* _EXERCISE_: Go through the data below and gather each line containing "FOREST".

── PROVIDED RECORDS ──

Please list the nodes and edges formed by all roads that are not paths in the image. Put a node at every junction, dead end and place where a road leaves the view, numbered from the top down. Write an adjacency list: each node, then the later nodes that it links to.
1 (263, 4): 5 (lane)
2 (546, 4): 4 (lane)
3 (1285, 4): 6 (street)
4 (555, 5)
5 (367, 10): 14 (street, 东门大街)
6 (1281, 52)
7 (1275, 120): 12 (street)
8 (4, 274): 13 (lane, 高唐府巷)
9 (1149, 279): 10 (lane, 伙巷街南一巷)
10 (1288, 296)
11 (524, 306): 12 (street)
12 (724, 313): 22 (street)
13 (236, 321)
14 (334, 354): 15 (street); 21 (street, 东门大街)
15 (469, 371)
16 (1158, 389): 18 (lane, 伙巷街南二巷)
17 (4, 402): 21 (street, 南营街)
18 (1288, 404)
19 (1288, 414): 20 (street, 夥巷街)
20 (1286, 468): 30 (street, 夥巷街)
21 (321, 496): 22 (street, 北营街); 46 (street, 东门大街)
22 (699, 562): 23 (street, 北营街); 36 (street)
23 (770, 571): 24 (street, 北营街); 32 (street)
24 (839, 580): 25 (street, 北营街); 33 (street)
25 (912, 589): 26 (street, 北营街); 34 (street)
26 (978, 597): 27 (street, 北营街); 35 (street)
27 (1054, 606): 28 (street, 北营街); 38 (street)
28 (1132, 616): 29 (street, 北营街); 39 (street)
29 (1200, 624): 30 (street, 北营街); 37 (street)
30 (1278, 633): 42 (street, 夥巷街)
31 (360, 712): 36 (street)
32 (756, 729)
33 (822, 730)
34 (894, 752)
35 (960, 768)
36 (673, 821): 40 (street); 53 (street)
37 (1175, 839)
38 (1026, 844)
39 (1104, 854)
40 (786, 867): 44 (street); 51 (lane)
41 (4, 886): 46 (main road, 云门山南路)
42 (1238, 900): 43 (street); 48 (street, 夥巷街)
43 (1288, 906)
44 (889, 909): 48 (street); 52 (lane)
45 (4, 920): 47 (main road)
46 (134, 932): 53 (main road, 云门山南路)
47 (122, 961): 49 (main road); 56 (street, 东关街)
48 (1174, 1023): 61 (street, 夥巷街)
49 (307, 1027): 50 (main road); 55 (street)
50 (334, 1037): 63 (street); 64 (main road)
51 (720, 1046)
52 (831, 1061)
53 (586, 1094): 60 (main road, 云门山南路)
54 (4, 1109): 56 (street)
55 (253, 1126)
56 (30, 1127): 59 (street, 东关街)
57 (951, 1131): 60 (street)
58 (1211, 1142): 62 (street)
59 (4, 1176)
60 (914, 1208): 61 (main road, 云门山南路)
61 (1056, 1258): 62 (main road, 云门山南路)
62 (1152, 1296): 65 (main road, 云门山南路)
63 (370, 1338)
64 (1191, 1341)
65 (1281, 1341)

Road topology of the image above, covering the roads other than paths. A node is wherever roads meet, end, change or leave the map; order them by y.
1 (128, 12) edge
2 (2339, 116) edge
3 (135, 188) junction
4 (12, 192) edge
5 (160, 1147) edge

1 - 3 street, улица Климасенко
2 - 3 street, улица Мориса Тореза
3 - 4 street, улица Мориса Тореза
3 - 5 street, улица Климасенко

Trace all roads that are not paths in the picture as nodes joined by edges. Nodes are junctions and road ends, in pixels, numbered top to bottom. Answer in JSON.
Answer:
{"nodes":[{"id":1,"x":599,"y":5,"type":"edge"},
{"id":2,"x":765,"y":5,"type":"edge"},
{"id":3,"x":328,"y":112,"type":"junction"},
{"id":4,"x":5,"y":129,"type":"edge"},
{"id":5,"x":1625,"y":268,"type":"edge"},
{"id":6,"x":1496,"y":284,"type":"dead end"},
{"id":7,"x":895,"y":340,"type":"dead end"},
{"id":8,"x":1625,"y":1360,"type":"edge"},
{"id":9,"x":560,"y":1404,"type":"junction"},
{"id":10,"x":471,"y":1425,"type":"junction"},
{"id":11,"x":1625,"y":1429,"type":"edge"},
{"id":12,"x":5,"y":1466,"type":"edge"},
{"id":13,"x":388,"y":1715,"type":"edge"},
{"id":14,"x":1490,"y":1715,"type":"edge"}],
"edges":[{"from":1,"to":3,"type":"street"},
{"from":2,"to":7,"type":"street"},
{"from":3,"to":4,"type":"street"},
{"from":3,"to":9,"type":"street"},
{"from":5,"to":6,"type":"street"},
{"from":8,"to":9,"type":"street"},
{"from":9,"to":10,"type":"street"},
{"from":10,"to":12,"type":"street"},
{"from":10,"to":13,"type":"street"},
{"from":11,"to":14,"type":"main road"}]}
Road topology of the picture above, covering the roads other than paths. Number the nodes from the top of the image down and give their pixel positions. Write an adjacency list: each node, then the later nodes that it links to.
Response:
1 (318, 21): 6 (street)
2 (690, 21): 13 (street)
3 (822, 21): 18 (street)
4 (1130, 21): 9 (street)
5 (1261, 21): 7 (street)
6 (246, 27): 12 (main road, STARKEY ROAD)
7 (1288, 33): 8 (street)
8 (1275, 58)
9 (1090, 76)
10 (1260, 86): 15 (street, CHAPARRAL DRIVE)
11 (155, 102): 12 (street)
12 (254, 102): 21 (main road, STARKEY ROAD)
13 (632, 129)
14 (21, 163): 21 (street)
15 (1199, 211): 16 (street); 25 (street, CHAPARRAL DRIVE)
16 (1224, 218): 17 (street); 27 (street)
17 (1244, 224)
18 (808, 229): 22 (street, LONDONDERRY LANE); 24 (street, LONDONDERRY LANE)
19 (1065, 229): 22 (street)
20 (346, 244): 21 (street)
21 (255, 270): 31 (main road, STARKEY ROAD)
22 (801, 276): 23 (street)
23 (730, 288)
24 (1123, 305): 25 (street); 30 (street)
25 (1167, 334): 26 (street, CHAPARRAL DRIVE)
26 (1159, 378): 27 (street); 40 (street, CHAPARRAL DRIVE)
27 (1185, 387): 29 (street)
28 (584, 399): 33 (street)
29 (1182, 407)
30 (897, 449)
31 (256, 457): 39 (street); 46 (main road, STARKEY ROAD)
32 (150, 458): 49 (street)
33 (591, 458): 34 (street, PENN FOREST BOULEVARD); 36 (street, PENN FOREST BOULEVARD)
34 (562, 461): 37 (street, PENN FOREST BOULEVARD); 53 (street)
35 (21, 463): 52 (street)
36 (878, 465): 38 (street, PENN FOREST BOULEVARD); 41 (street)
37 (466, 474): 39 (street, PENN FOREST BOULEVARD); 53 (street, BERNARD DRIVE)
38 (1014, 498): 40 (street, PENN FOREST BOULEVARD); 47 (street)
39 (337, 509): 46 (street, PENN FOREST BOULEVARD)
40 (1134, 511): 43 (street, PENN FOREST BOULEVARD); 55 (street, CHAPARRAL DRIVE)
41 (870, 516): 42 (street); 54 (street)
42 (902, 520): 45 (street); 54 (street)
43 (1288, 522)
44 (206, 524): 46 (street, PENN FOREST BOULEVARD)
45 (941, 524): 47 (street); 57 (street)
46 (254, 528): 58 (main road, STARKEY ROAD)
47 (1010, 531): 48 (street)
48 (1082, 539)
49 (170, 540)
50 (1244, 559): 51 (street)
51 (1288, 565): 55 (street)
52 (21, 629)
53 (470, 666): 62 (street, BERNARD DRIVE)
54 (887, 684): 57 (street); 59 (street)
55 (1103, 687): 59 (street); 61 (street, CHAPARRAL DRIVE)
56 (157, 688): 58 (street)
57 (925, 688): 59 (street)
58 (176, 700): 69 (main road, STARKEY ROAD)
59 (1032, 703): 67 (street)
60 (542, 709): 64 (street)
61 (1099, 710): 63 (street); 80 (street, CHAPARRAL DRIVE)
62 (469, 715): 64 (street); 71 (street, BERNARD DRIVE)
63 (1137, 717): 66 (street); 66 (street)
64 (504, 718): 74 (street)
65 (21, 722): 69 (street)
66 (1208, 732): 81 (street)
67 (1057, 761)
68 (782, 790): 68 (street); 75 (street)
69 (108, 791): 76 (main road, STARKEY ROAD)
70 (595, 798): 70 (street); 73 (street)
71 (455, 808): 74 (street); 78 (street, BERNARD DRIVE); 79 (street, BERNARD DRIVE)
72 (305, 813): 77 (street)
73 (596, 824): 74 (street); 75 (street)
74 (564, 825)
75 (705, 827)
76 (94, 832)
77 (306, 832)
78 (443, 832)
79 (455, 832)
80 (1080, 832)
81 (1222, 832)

───

* _ANSWER FOR THIS EXERCISE_:
33 (591, 458): 34 (street, PENN FOREST BOULEVARD); 36 (street, PENN FOREST BOULEVARD)
34 (562, 461): 37 (street, PENN FOREST BOULEVARD); 53 (street)
36 (878, 465): 38 (street, PENN FOREST BOULEVARD); 41 (street)
37 (466, 474): 39 (street, PENN FOREST BOULEVARD); 53 (street, BERNARD DRIVE)
38 (1014, 498): 40 (street, PENN FOREST BOULEVARD); 47 (street)
39 (337, 509): 46 (street, PENN FOREST BOULEVARD)
40 (1134, 511): 43 (street, PENN FOREST BOULEVARD); 55 (street, CHAPARRAL DRIVE)
44 (206, 524): 46 (street, PENN FOREST BOULEVARD)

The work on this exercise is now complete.